* _ACTIVITY_:
Tally the lines in the records below that contain "arct" and return only the result.

* _INFORMATION SHOWN_:
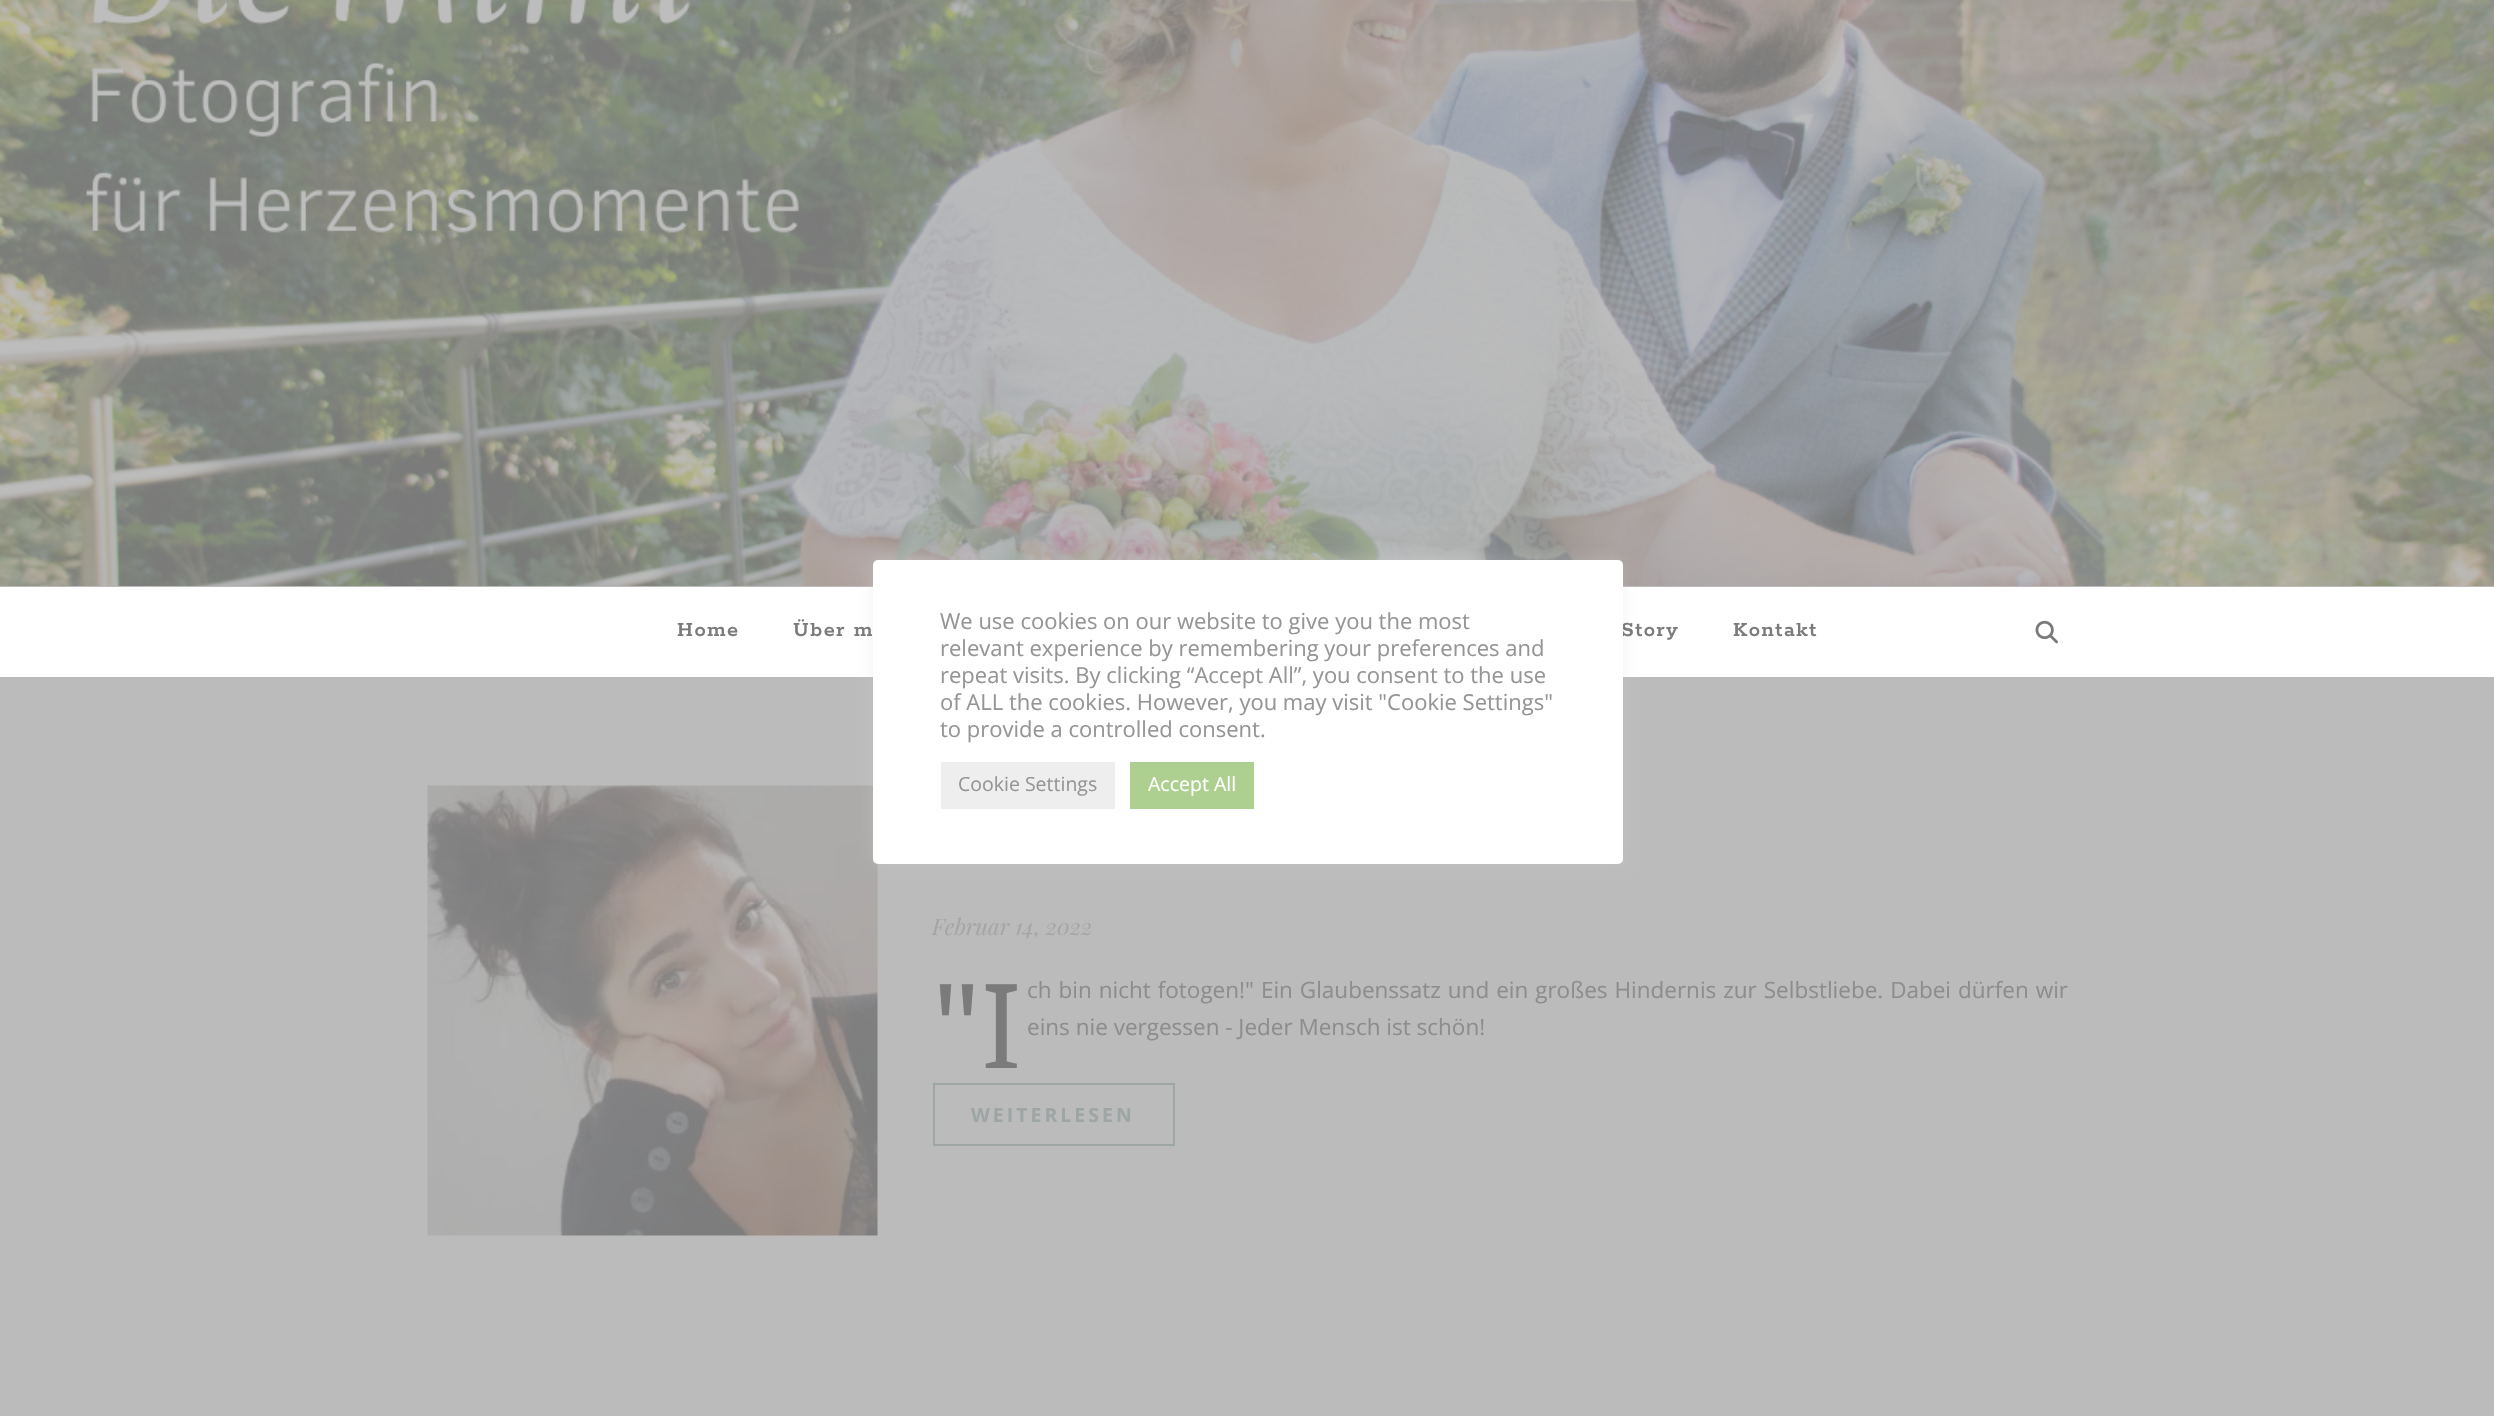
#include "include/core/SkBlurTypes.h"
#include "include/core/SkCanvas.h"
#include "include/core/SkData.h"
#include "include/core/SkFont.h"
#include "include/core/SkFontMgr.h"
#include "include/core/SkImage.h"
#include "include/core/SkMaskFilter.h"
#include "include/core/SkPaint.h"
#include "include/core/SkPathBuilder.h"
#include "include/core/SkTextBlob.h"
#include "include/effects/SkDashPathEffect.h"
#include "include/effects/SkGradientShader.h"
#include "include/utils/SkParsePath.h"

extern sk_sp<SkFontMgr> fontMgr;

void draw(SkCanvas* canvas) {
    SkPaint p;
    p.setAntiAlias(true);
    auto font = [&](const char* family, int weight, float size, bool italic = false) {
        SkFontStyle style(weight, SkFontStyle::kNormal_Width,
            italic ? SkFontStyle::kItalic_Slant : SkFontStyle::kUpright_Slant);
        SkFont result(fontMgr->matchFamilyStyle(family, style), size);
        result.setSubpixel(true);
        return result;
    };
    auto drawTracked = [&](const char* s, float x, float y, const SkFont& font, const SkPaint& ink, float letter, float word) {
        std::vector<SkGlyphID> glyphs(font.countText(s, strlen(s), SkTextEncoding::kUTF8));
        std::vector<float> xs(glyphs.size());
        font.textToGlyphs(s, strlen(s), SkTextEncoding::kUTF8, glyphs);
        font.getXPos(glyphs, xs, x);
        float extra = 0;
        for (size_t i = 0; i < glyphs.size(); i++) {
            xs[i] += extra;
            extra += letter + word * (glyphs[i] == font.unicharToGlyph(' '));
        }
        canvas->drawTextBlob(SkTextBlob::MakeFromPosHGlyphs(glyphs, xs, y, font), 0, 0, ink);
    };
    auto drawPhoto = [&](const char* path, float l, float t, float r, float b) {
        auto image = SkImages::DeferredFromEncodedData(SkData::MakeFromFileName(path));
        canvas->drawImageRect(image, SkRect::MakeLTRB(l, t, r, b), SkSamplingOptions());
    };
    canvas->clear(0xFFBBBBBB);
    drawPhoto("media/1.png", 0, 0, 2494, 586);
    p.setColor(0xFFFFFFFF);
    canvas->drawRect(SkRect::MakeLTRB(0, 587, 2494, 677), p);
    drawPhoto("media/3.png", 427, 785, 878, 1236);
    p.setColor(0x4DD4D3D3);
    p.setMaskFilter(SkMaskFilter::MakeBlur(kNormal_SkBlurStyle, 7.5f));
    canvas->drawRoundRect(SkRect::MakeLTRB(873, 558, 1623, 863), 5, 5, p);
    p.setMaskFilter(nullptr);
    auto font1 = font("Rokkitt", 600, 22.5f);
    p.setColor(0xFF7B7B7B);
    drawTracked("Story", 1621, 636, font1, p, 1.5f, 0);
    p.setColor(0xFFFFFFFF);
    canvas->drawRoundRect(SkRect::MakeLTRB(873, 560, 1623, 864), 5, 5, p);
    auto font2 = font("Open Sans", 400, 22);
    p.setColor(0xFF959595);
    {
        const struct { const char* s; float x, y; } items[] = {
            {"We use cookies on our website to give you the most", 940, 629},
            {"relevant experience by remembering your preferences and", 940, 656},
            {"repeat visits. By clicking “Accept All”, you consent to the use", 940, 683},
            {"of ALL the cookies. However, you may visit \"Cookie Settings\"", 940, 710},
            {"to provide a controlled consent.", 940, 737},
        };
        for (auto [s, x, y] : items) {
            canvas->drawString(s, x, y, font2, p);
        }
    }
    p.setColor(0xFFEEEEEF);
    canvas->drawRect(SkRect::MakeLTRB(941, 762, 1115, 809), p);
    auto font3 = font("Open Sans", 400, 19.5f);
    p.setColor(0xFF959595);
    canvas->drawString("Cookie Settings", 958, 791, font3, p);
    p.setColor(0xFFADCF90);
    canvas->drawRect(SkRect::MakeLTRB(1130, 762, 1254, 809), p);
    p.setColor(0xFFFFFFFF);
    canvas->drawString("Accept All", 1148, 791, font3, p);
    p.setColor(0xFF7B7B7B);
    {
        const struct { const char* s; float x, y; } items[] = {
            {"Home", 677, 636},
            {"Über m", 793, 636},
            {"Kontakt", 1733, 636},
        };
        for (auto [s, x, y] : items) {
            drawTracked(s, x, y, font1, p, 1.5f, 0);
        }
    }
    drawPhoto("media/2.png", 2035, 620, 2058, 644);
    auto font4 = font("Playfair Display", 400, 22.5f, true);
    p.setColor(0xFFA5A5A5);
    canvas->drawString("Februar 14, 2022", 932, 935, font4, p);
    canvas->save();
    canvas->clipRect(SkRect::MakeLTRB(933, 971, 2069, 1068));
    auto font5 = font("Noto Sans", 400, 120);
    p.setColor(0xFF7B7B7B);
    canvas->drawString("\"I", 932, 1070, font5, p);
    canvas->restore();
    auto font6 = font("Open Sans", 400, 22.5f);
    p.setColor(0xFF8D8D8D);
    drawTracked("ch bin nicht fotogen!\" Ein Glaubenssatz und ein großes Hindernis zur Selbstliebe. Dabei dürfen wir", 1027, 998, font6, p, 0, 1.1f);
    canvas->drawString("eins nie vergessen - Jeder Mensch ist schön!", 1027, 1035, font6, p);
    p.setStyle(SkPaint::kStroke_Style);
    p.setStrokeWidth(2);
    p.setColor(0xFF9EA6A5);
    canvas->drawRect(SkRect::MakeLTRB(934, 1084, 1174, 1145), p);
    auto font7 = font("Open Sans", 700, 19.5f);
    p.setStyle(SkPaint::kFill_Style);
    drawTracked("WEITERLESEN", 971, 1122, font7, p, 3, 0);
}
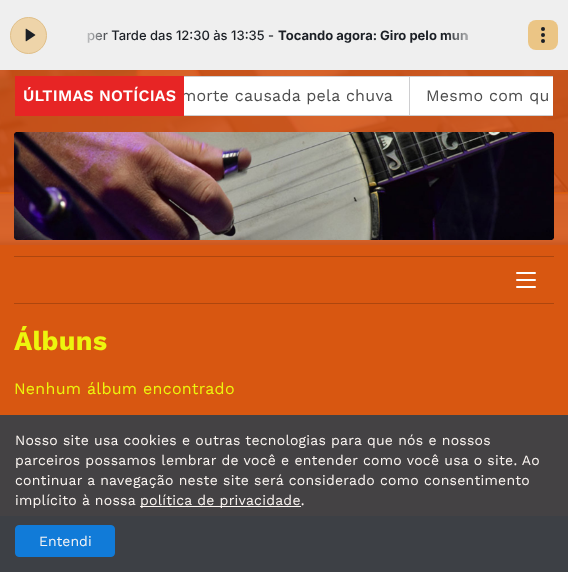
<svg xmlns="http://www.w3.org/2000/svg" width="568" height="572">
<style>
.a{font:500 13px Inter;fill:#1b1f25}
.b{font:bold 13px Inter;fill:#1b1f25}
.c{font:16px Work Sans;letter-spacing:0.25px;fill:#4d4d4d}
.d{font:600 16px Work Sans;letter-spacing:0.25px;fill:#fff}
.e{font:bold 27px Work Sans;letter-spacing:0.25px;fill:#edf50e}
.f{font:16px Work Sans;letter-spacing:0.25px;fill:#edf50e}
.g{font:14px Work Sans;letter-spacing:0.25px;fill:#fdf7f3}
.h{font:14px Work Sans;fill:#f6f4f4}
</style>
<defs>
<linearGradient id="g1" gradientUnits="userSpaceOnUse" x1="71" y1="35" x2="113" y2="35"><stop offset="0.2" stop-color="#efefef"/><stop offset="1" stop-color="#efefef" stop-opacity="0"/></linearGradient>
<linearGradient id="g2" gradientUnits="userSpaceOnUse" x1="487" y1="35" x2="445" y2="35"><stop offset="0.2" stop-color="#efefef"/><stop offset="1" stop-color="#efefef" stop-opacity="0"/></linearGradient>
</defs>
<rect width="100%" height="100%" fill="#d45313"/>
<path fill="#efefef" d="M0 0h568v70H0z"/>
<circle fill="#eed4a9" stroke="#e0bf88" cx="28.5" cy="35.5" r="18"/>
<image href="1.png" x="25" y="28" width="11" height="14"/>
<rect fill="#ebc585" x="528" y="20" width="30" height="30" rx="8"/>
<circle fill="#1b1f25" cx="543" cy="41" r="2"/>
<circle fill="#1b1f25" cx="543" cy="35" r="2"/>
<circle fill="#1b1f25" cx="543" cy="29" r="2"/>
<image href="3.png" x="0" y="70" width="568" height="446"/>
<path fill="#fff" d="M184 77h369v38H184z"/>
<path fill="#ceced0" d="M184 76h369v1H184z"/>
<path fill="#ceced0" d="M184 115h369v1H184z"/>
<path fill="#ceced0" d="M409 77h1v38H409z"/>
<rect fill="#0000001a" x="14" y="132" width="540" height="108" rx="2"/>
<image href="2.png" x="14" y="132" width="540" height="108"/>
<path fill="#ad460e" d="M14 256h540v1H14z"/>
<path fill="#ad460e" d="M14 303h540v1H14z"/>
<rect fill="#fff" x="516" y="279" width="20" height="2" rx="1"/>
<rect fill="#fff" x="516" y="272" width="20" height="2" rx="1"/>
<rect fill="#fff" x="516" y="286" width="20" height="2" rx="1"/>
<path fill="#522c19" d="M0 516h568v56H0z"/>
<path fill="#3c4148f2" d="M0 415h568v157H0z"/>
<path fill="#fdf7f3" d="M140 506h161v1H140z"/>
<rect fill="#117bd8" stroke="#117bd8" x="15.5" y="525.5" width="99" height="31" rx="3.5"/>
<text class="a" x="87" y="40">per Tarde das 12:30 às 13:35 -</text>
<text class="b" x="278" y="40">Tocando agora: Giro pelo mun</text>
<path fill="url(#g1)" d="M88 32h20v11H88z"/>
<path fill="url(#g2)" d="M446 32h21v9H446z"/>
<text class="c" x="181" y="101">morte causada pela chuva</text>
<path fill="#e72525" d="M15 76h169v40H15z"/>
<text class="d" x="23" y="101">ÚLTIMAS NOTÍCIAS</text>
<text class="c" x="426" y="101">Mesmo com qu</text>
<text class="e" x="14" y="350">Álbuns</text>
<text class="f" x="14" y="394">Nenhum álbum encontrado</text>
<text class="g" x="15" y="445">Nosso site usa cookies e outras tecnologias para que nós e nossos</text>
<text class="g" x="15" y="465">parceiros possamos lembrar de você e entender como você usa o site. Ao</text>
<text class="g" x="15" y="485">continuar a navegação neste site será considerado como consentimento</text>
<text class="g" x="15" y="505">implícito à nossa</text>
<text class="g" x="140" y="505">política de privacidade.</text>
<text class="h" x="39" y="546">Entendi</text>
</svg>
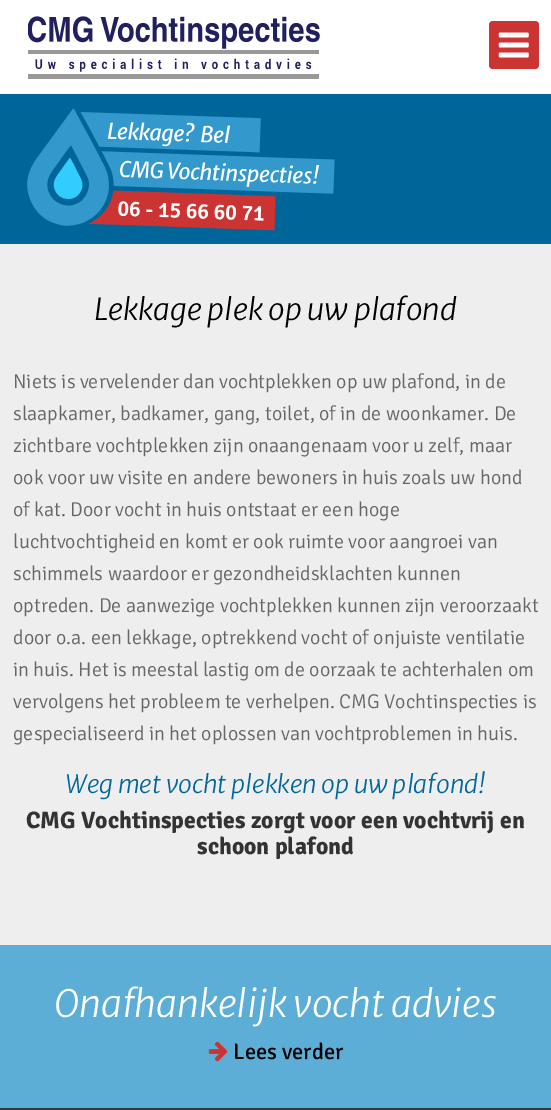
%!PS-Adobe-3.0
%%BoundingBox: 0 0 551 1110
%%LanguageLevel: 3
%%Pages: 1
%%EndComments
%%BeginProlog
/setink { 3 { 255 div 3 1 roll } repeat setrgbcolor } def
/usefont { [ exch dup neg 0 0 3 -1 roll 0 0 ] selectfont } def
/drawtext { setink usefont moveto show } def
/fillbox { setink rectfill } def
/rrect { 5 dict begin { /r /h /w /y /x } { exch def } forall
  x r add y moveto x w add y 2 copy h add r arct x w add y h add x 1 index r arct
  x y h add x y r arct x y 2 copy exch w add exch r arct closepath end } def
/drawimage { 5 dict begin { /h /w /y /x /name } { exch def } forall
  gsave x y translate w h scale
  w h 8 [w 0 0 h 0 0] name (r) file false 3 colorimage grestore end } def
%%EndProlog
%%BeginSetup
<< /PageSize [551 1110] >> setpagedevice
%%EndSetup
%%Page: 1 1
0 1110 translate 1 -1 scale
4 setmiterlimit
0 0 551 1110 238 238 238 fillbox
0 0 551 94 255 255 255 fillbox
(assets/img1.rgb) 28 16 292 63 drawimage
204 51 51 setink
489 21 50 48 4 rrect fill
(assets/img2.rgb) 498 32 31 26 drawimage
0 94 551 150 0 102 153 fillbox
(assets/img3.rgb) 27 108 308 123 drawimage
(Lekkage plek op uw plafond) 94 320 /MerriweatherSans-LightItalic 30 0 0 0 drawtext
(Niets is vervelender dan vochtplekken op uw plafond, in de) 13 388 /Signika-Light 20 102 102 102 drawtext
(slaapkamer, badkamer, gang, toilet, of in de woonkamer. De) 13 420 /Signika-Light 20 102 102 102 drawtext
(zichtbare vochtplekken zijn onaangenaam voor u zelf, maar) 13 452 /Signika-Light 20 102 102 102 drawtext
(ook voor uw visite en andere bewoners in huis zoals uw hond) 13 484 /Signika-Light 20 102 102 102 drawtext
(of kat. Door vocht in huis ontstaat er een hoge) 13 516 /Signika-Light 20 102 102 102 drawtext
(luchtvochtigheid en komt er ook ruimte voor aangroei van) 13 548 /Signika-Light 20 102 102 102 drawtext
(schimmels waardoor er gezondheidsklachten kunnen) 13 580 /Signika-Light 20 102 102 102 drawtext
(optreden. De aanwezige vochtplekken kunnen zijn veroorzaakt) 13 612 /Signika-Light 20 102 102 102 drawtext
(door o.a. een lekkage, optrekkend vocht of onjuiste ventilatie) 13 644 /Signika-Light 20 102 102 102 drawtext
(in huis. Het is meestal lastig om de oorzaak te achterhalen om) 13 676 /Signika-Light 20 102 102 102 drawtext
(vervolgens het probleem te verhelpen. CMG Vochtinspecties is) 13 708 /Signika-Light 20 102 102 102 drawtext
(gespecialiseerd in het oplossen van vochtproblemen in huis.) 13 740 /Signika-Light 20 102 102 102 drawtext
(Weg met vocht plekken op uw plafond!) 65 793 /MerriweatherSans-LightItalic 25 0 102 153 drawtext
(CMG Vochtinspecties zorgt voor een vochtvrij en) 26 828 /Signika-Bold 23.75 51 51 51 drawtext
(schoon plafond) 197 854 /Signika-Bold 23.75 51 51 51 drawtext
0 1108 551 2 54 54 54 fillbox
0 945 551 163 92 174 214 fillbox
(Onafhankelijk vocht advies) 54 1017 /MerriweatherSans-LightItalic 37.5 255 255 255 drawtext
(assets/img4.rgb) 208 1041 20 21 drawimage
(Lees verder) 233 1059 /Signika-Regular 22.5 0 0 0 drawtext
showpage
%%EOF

* _TASK RESPONSE_:
2